Princely count William III of Henneberg-Schleusingen (12 March 1434 - 25 May 1480 in Salorno) was a member of the House of Henneberg. He was the son of William II of Henneberg and Catherine of Hanau. William III inherited the princely county of Henneberg in 1440, when his father died in a hunting accident. In 1469, he married Margaret (1451 - 13 February 1509), the daughter of Duke Henry the Peaceful of Brunswick-Lüneburg.

In 1463 or 1464, the imperial city of Schweinfurt transferred the office of Imperial bailiff to William and made him patron of the city. This combination of competencies offered Schweinfurt some degree of protection against the Bishopric of Würzburg. Apparently out of personal piety, William promoted pilgrimages and founded churches and monasteries.
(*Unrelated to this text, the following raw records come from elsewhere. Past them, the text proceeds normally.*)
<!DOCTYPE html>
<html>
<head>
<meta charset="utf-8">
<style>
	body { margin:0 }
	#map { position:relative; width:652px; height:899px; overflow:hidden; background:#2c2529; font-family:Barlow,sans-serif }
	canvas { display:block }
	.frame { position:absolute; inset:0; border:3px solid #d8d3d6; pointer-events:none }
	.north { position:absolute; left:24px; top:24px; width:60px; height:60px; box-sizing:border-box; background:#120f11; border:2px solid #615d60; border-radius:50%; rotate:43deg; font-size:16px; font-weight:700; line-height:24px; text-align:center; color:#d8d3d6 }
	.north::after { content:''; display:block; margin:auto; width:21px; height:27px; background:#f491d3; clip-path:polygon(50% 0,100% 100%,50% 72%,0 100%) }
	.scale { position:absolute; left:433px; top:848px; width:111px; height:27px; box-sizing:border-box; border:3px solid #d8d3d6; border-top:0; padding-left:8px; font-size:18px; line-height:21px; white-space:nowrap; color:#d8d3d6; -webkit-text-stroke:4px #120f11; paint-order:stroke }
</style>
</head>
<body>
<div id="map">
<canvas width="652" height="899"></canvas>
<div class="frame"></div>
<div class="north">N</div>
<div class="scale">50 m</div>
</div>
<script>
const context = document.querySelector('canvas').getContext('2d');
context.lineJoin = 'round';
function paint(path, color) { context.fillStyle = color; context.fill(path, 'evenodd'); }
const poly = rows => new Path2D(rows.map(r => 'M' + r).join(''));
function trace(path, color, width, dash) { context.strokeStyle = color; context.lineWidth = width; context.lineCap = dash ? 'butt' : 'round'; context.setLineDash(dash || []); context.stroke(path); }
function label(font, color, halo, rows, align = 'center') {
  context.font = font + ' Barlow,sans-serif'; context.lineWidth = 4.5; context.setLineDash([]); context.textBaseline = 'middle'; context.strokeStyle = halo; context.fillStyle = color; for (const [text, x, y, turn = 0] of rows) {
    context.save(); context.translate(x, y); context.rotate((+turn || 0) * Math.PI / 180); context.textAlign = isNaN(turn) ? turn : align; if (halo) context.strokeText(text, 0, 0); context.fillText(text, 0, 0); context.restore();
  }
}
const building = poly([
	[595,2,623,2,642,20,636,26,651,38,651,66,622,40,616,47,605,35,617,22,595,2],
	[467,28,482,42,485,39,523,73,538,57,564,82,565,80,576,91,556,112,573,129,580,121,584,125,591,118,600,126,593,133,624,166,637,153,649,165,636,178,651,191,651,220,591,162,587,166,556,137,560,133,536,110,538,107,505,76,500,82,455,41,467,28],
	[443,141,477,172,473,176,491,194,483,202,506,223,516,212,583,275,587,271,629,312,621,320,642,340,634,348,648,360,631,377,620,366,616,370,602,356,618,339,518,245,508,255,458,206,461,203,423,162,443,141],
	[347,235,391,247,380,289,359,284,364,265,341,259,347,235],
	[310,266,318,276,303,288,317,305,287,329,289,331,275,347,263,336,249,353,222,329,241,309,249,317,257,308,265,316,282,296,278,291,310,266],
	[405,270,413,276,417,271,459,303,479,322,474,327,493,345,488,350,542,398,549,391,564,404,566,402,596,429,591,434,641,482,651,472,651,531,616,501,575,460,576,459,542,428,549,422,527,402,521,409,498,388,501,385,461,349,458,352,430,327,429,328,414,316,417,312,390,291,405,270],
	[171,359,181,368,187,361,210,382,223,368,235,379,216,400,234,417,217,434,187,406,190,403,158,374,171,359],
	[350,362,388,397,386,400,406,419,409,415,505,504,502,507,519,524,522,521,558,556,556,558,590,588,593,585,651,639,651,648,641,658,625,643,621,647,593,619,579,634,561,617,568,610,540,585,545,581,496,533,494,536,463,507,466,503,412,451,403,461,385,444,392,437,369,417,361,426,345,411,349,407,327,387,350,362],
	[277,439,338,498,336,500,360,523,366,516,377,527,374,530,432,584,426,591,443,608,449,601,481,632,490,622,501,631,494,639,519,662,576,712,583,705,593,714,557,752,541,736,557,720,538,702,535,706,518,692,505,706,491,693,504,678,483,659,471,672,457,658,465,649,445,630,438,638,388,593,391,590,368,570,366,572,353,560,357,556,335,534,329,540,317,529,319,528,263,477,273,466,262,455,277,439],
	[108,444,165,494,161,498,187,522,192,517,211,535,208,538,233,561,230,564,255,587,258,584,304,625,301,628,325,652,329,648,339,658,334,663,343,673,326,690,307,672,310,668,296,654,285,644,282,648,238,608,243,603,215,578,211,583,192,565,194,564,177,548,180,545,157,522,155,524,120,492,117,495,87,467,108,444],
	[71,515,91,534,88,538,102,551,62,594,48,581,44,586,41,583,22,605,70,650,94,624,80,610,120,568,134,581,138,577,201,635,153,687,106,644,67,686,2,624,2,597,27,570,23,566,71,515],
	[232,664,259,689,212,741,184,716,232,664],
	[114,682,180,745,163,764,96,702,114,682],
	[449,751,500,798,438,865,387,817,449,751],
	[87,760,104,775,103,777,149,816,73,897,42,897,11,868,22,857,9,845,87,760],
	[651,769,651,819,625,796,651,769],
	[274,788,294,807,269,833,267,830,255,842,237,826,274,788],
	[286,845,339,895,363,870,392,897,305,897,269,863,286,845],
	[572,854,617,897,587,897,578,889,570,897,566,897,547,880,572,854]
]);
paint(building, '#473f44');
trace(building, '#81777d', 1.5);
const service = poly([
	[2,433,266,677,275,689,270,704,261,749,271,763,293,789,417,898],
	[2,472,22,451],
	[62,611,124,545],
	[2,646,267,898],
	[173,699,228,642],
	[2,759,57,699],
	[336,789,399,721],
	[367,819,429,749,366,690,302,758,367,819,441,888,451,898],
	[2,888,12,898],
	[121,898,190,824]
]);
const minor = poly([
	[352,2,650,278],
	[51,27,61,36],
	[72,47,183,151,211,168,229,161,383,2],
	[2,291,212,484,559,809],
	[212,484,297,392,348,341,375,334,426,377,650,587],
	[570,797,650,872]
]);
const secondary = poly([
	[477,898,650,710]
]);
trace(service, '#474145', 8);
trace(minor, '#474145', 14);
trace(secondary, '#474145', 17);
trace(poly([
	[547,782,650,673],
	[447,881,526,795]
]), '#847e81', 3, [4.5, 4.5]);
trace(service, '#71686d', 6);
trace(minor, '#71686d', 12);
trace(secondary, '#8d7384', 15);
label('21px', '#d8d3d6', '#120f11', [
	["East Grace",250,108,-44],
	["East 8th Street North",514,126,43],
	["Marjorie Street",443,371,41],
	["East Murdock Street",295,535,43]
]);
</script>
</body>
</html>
William died in 1480 in Salorno, when he was returning from Rome. His grave stone can be found in the Assumption of Mary Church in Bolzano, near the altar. In 1482, his body was transferred to the Henneberg family vault in the church of the monastery at Kloster Veßra. The epitaph in Bolzano was sculpted by Erasmus Forster in Gardolo near Trento and installed in the Church in 1495 or 1496. Like his father, he left only underage children, including his heir, William IV. His widow, however, succeeded in securing their inheritance.